(☼01/10/1909, em Santa Maria, RS, † 01/12/1996 no Rio de Janeiro, RJ)
Anotações sobre o tempo de viver
Há o tempo de semear e o tempo de colher: isto Elisa aprendera muito cedo, vendo e ouvindo as coisas da Estância. Não da sua estância, naturalmente, que de seu nunca tivera mais do que a diminuta varanda do apartamento fabricado em série para os inumeráveis contribuintes de Institutos. Lembrava-se, com mais ternura que saudade, dos grandes quintais das várias casas em que alimentara seus sonhos de grande cidade.
E agora, na penumbra precoce. Observando os reflexos do sol através dos sujos blocos de cimento armado que se interpunham entre ela e o horizonte sonhado, imaginava o pampa longínquo e a frase aprendida na infância martelava-lhe as têmporas. Porque a frase lhe trazia a memória da estância que não chegara a conhecer? A estância onde sua mãe traçara um destino de disco voador sem astronauta.
Quando Elisa nasceu, seu avô já havia morrido e, com ele, toda a glória da família. Ficara a lenda do latifundiário que tudo perdera, inclusive a vida, por culpa de sua alma de libertador, incapaz…[1]
A volta
Aqui estou eu, neste anoitecer de 1º de janeiro de 1979, dez anos após o maior desmoronamento desta minha vida[2], tão beneficiada por quedas, trambolhões e rolar de ladeiras e morros, já que montanhas altas nunca me foi dado escalar. Estou um tanto zonza, quase apatetada, e as ideias se aglomeram em minha cabeça, transformando-a, mais uma vez, em um fantástico liquidificador, onde bailam ingredientes impossíveis de misturar, tais como a compreensão, a angústia, a dúvida, o medo, a descrença e a esperança.
[1] Este texto inacabado sobre Elisa, personagem certamente fictício, contém referências à História de Luiza. Provavelmente é uma tentativa de conseguir contar sua vida e seus pensamentos utilizando-se de uma protagonista ficcional. O avô latifundiário com espírito libertador foi o Coronel Luiz Gonzaga de Azevedo (☼19-08-1854 em Cruz Alta, RS, e †07-09-1909 em Tupanciretã), primeiro Intendente (Prefeito) eleito de Vila Rica (logo depois renomeada como Júlio de Castilhos), município onde fica a Estância Vista Alegre, que pertencera ao bisavô materno de Luiza, o farroupilha Serafim Corrêa de Barros, O Bravo, e onde sua avó, Francisca Corrêa de Azevedo, e sua mãe, Gonçalina Corrêa de Azevedo, cresceram. A estância, referência nostálgica de minha mãe, já não era da família quando ela nasceu. Mas essa é História para ser contada em outra hora e talvez por outra pessoa, mais informada que eu.

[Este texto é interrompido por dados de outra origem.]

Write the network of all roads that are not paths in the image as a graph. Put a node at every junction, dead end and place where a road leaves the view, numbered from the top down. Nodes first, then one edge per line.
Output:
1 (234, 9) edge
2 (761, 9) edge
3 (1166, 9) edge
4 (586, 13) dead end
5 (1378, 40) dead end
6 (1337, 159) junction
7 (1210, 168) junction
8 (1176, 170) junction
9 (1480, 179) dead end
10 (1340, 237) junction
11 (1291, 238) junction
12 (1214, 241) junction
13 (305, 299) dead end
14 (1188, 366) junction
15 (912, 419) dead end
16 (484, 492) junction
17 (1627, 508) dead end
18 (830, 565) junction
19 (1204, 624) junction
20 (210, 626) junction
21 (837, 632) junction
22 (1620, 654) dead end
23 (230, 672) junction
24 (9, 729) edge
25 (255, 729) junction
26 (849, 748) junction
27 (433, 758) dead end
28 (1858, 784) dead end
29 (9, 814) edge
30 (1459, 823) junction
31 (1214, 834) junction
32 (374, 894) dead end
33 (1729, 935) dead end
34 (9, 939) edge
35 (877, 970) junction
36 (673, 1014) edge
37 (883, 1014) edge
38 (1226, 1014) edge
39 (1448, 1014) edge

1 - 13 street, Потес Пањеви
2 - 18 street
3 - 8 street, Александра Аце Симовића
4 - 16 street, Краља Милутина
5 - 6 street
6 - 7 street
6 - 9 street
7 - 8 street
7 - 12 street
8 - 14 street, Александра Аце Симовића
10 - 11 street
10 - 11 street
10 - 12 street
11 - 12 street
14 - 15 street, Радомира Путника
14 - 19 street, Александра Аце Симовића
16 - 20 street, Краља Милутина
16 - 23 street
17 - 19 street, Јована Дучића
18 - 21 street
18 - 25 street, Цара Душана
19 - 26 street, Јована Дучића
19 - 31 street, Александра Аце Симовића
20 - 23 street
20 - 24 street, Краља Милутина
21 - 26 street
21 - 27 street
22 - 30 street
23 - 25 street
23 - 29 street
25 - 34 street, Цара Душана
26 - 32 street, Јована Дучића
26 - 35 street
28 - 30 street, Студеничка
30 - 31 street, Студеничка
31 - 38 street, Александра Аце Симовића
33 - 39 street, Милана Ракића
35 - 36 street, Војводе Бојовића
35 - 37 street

[2] No dia 19 de novembro de 1969, fugindo do Exército, que me procurava por atividades políticas, entrei na clandestinidade. No dia seguinte, meu irmão, Sergio Sanz, foi preso em meu lugar, sendo levado para o Quartel da Polícia do Exército. Aí, para Luiza, começou um pesadelo que lhe traria à memória tudo que passara na Ditadura de Getúlio Vargas com a prisão de seu irmão, o jornalista Barreto Leite Filho, consequência da apreensão do arquivo de Luiz Carlos Prestes. Quando fez esta anotação, Luiza, ativa no Comitê Brasileiro de Anistia, estava sob a tensão da possível aprovação da Lei que permitiria a volta ao Brasil de numerosos banidos e exilados, entre eles eu, minha companheira Maria Odila Rangel e nosso filho João Luiz Rangel Sanz, o Joca Sanz., o que aconteceu em agosto daquele ano.